Faraday is currently in beta testing, with early results indicating strong potential to accelerate drug discovery and support scientists across a wide range of tasks. If you’re interested in trying the beta version of Faraday, sign up for access here.




—-


Footnotes: 

It is important to clarify that the evaluation presented here uses the Ether0-benchmark test set provided in the Ether0 repository, with results based on the released model weights. This ensures consistency with the evaluation framework and allows for reproducibility and transparent comparisons. 

This differs from the Ether0 preprint, which reports results from pre-safety mitigation benchmarks and in-context learning (ICL) modifications. The ICL evaluation uses modified test sets for one-shot and zero-shot settings that have not been fully released.

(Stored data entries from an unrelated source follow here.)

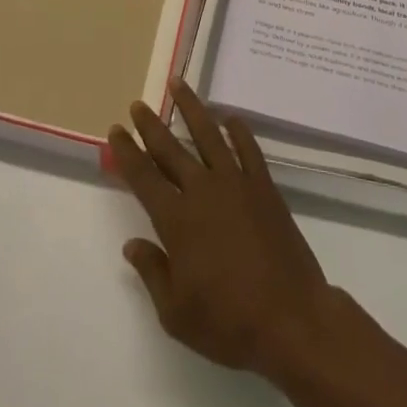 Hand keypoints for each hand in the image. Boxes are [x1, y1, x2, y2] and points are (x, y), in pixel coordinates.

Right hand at [107, 81, 335, 380]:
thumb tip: (132, 244)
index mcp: (177, 220)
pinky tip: (230, 119)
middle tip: (138, 104)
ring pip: (208, 135)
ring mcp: (236, 184)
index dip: (127, 153)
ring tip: (178, 84)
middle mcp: (203, 191)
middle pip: (171, 149)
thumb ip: (152, 273)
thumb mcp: (176, 313)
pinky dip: (238, 131)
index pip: (144, 177)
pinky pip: (248, 149)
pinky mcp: (264, 187)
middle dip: (151, 125)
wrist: (291, 319)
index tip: (116, 131)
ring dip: (191, 108)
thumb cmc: (229, 322) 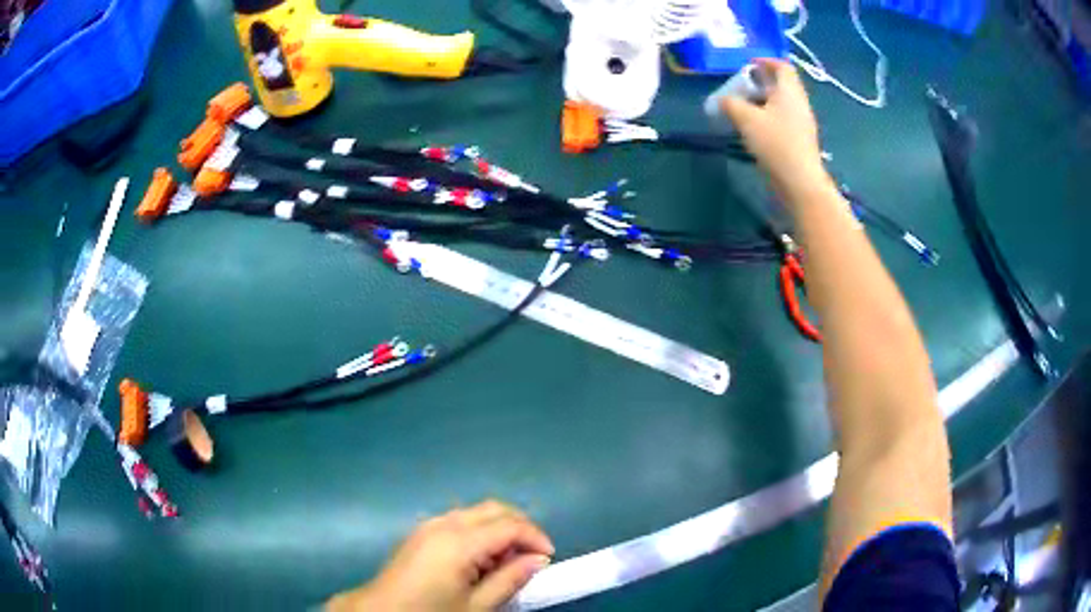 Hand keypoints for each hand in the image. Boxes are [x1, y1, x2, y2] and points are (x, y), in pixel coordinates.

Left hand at [327, 500, 553, 611]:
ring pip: (477, 512)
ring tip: (508, 561)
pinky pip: (460, 521)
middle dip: (520, 527)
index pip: (510, 525)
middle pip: (494, 508)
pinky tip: (482, 559)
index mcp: (459, 541)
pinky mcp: (421, 532)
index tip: (549, 559)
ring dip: (500, 529)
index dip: (536, 537)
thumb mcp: (476, 606)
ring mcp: (429, 525)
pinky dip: (480, 531)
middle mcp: (444, 523)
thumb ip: (509, 580)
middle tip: (533, 556)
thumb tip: (537, 561)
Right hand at [719, 59, 831, 200]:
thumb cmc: (775, 143)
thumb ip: (731, 104)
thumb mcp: (746, 119)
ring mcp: (802, 123)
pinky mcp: (800, 141)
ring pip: (782, 103)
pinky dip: (769, 117)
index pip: (782, 66)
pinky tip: (754, 128)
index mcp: (789, 92)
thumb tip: (723, 99)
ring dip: (763, 101)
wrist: (800, 182)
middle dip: (761, 82)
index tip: (748, 65)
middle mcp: (799, 103)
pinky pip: (783, 120)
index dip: (765, 61)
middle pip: (782, 85)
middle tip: (741, 87)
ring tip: (744, 107) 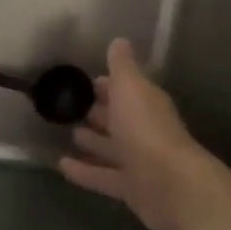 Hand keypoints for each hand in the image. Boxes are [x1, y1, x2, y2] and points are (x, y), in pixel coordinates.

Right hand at [57, 39, 230, 229]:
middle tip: (70, 106)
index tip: (84, 81)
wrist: (170, 185)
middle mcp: (143, 130)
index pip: (125, 89)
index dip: (106, 85)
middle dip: (98, 111)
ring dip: (92, 141)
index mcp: (145, 103)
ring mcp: (137, 161)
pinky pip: (102, 176)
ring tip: (68, 133)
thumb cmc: (146, 128)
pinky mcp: (130, 188)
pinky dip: (83, 172)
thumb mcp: (130, 87)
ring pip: (110, 148)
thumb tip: (119, 41)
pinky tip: (60, 166)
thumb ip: (122, 65)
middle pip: (118, 118) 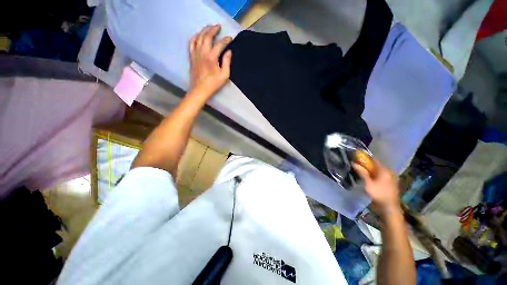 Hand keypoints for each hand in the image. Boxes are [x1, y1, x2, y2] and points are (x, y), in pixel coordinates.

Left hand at [188, 24, 232, 97]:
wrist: (200, 89)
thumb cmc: (213, 84)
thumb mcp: (224, 75)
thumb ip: (226, 62)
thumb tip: (228, 52)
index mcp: (212, 57)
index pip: (219, 44)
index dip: (225, 40)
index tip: (230, 38)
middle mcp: (202, 52)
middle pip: (207, 36)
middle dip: (213, 29)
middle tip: (218, 26)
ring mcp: (195, 53)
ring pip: (199, 37)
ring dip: (204, 30)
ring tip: (209, 27)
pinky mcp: (191, 56)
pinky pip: (191, 42)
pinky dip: (195, 37)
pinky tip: (198, 35)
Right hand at [353, 160, 400, 217]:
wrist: (390, 208)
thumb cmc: (378, 194)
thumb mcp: (368, 183)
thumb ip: (361, 172)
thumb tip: (353, 163)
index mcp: (384, 170)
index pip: (373, 159)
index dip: (364, 158)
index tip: (357, 157)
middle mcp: (389, 171)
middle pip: (376, 165)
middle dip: (367, 164)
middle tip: (358, 166)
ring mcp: (391, 177)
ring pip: (379, 170)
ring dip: (371, 170)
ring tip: (363, 172)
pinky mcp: (392, 182)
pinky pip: (382, 174)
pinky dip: (375, 174)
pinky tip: (371, 178) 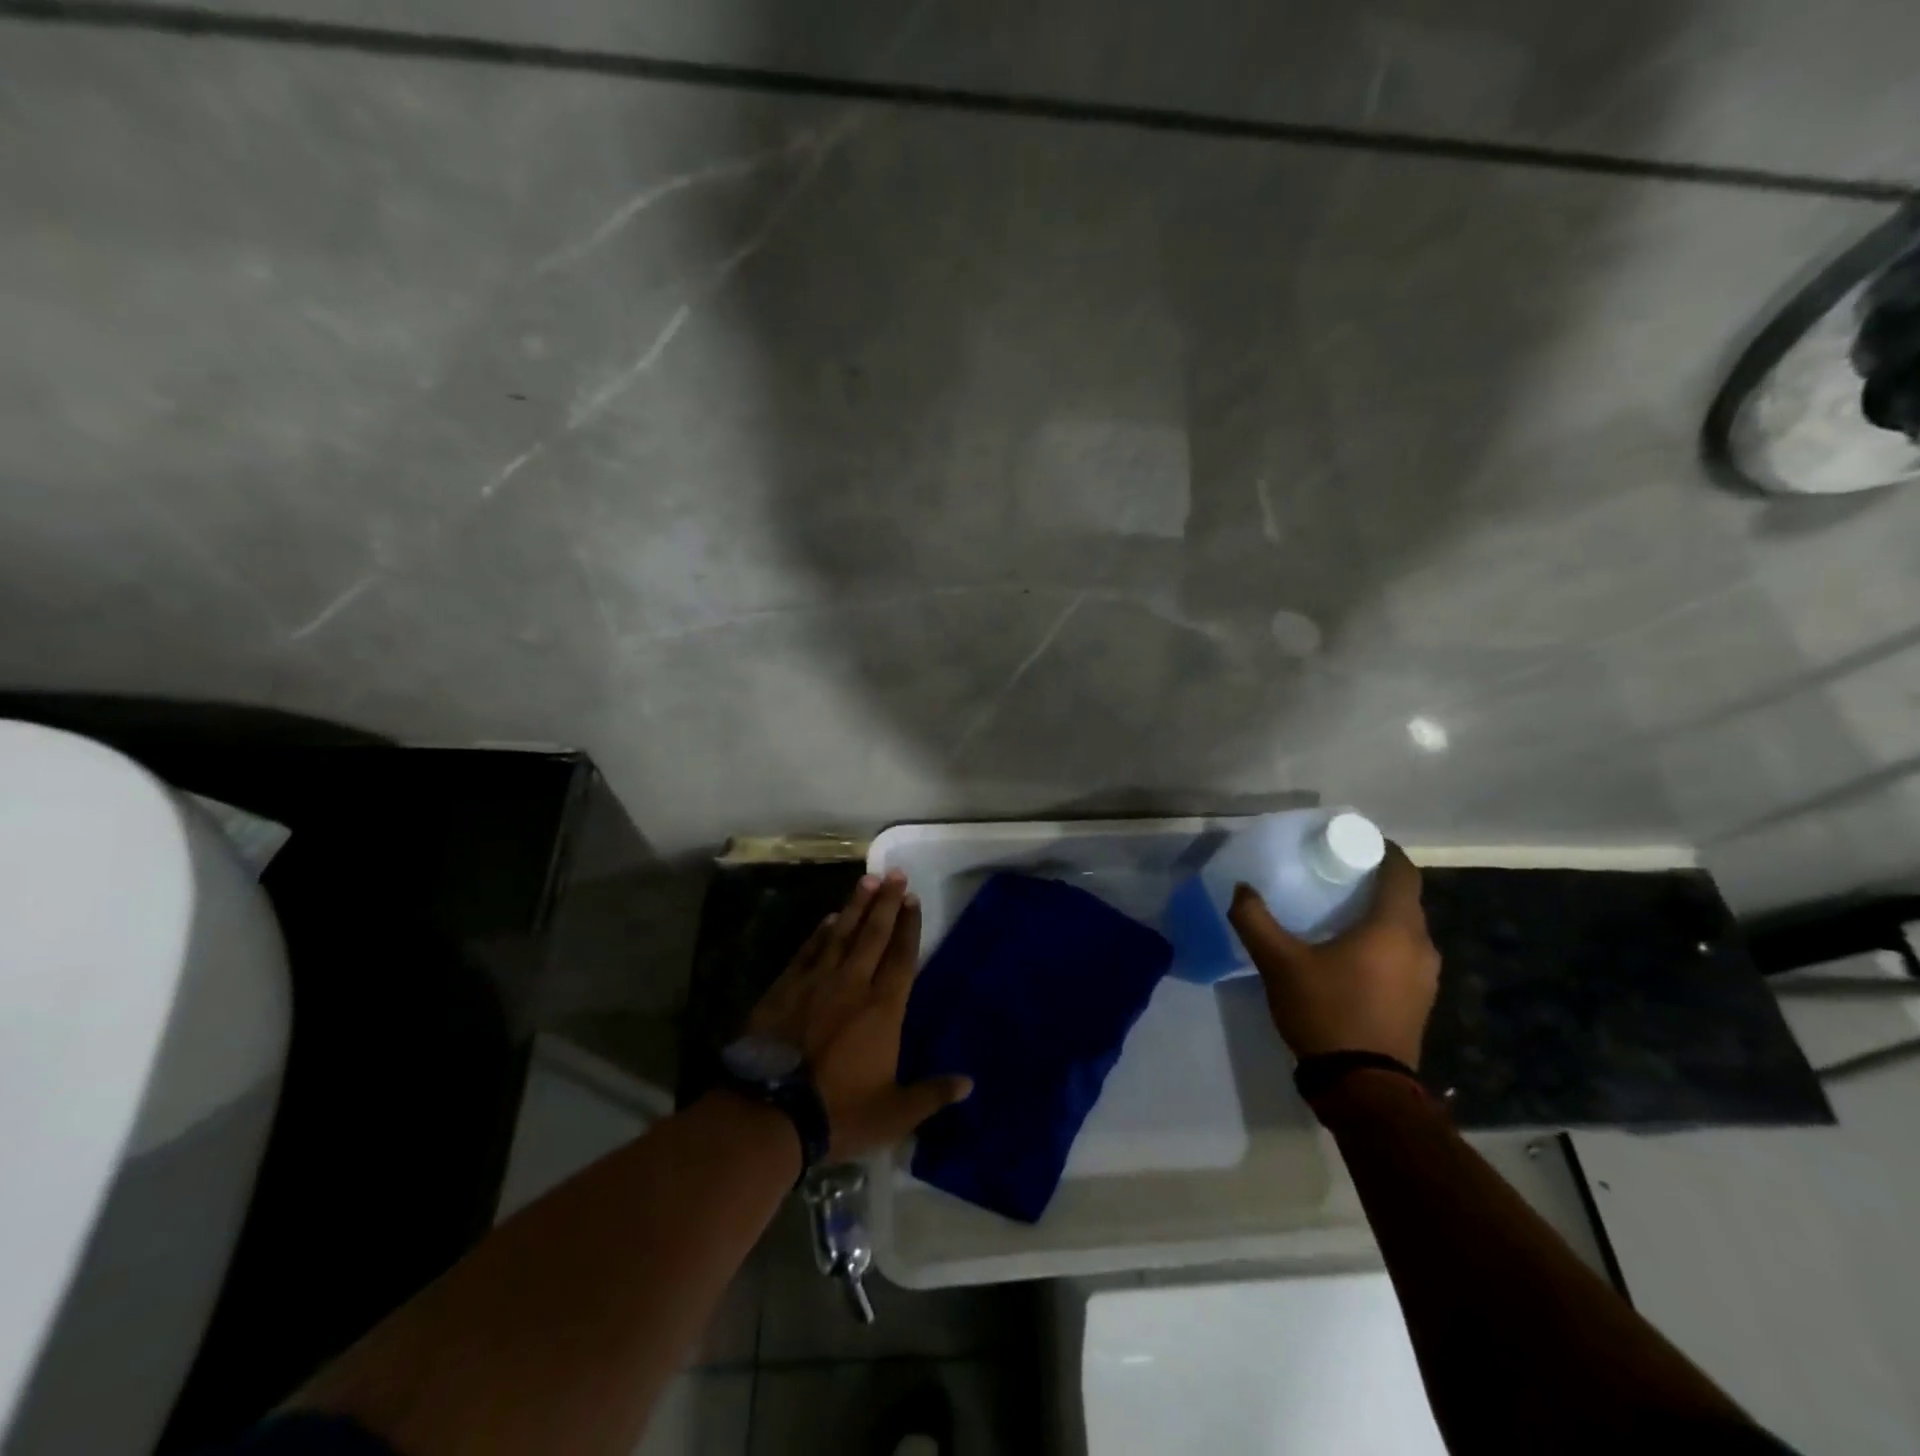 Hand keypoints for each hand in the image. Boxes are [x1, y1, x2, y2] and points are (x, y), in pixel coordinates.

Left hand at [746, 870, 971, 1159]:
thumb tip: (969, 1084)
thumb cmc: (838, 1113)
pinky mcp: (785, 989)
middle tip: (894, 874)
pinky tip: (828, 919)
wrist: (768, 1113)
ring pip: (841, 934)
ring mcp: (816, 983)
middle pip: (873, 934)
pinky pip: (808, 951)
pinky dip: (820, 932)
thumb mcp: (894, 1114)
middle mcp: (852, 984)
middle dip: (886, 902)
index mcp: (883, 1009)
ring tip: (867, 881)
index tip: (913, 899)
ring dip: (855, 906)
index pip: (901, 957)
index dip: (909, 927)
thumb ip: (931, 1094)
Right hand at [1226, 843, 1439, 1067]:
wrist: (1363, 1086)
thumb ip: (1255, 920)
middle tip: (1334, 874)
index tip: (1353, 842)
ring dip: (1378, 914)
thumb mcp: (1279, 963)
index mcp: (1394, 927)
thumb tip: (1241, 889)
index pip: (1402, 871)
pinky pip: (1404, 953)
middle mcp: (1420, 946)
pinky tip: (1350, 952)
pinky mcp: (1420, 1000)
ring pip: (1405, 928)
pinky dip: (1382, 941)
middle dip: (1373, 882)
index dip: (1382, 850)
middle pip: (1404, 898)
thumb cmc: (1326, 1011)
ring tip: (1338, 911)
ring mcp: (1426, 976)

Specifically, ICL prompts are constructed by selecting one distractor (i.e., an incorrect option) from the original question and appending it as a labeled example; to maintain consistent baselines, the selected distractor is removed from the actual question. As a result, the overall accuracy reported in the preprint differs from the results obtained using the benchmark questions as distributed in the repository. By using the publicly available test set, we focus on the model’s core reasoning performance under standardized evaluation conditions.